Julie (Laure Calamy) - À plein temps
Julie (Laure Calamy) - À plein temps ©Haut et Court

Cette particularité française est au coeur du film d'Éric Gravel À plein temps. Dans celui-ci, Laure Calamy joue une mère élevant seule ses deux enfants, installée à la campagne à plus d'une bonne heure de train de la capitale. Tous les jours, elle doit se rendre à Paris où elle travaille en tant que première femme de chambre dans un palace. Un boulot qu'elle compte quitter pour revenir à sa première activité, elle qui était avant cadre dans le secteur du marketing. Mais alors qu'elle doit passer une série d'entretiens, un mouvement social massif se met en marche, entraînant de grandes grèves qui paralysent les transports.

Ces grèves, bien plus qu'un simple élément de contexte, jouent un rôle important dans le destin de Julie, et plus largement dépeignent une société et ses travailleurs au bord de l'asphyxie.

Les grèves de 1995 et le mouvement des Gilets jaunes en inspirations

Réalisateur franco-québécois, Éric Gravel s'est installé en France il y a plus de vingt ans et vit dans la région de Sens. Il connaît donc la culture française de l'intérieur, tout en ayant gardé aussi un regard extérieur. Il a ainsi expliqué quels mouvements sociaux l'avaient marqué et inspiré pour mettre en scène À plein temps. Car si À plein temps est une fiction et que les grèves du film ne sont pas clairement identifiées, son réalisme et sa modernité s'appuient sur des inspirations très réelles.

Je me suis souvenu des grèves à Paris en 1995, j’avais été impressionné par la façon dont les Parisiens et les banlieusards étaient solidaires et faisaient vivre la ville autrement, en marchant, en faisant du stop, en s’entraidant. Je voulais montrer cette ambiance de combat quotidien et surtout cette solidarité.

Et puis le hasard a voulu que, pendant que j'écrivais mon scénario, le mouvement des Gilets jaunes démarre.

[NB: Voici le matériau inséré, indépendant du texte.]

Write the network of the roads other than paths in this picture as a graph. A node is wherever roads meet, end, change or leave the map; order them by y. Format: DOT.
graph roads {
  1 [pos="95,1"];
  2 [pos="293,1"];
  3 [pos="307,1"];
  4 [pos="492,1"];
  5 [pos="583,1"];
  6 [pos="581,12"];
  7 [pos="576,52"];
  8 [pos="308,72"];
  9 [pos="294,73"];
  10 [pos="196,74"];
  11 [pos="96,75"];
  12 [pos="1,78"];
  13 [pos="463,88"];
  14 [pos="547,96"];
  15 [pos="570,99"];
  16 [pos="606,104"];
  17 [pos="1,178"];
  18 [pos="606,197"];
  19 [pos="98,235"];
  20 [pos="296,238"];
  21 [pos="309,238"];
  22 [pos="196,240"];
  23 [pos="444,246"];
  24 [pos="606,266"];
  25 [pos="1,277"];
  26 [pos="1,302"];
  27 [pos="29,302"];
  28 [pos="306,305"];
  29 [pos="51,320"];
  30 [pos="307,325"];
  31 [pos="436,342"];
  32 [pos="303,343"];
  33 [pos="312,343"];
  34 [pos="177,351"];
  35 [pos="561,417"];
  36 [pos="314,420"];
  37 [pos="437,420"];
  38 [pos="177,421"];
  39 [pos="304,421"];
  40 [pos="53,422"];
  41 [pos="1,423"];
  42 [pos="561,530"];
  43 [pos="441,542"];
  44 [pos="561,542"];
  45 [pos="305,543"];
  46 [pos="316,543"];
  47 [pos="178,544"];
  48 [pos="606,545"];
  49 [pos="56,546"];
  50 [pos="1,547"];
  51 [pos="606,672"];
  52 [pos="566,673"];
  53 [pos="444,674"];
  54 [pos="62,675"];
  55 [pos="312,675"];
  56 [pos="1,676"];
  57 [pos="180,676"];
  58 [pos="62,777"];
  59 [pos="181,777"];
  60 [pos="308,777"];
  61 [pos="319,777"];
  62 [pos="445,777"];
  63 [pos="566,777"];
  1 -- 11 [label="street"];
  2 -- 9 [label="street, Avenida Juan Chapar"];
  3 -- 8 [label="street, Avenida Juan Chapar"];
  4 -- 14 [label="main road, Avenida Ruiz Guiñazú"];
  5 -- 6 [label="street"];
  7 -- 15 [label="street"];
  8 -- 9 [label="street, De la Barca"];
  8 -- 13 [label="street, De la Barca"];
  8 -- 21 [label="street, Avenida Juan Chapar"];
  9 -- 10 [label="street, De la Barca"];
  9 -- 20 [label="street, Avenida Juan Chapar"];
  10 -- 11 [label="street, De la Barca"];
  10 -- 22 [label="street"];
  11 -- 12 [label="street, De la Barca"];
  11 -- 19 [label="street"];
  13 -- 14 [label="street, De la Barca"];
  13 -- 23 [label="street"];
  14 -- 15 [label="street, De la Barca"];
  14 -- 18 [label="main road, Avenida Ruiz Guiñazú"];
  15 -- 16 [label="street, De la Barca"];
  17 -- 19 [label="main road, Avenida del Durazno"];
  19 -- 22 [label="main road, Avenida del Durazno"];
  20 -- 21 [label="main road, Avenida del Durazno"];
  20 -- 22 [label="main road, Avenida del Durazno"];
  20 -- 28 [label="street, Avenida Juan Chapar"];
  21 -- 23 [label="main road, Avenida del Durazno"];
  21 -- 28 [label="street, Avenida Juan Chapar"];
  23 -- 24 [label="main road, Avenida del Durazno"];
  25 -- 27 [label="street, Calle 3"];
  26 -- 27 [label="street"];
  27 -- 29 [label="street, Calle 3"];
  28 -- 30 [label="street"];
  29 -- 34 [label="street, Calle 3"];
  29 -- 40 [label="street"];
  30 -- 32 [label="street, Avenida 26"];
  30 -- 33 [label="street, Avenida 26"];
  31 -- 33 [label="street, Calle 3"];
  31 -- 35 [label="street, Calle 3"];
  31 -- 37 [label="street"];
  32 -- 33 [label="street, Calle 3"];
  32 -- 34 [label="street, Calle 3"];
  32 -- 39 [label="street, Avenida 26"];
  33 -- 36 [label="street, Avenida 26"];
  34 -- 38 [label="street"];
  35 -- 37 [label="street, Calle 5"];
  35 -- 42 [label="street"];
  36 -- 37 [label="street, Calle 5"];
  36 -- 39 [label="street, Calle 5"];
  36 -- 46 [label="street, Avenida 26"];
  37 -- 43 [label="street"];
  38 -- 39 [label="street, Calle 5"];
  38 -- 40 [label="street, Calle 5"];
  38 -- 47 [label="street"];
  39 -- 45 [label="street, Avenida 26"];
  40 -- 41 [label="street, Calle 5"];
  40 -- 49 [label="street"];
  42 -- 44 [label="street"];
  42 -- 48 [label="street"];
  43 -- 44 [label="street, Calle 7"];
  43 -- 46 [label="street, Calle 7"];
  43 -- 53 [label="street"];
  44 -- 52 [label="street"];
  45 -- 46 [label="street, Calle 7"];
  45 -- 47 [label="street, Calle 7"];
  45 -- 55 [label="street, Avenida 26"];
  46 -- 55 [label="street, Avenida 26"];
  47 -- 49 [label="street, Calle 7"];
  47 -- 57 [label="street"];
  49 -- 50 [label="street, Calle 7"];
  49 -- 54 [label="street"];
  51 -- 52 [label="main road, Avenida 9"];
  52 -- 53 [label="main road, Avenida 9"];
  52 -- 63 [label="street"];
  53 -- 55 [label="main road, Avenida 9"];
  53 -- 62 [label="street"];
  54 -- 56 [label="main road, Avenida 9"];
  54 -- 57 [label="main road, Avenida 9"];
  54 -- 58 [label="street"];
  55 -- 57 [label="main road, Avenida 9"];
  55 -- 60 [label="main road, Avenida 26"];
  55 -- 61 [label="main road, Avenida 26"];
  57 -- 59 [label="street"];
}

Dans la région de Sens où j'habite, j'ai vu les premières occupations des ronds-points se former. Je sentais que les choses n'allaient pas bien et leur démarche faisait sens. Dans ce mouvement, il y avait beaucoup de femmes monoparentales qu’aucune corporation ne représente et ça ne m’a pas surpris de les retrouver là.

À plein temps, après avoir été distingué dans plusieurs festivals, dont la Mostra de Venise 2021, est aussi nommé aux César 2023 dans les catégories Meilleur actrice (Laure Calamy), Meilleur scénario original (Éric Gravel), Meilleure musique originale (Irène Drésel) et Meilleur montage (Mathilde Van de Moortel).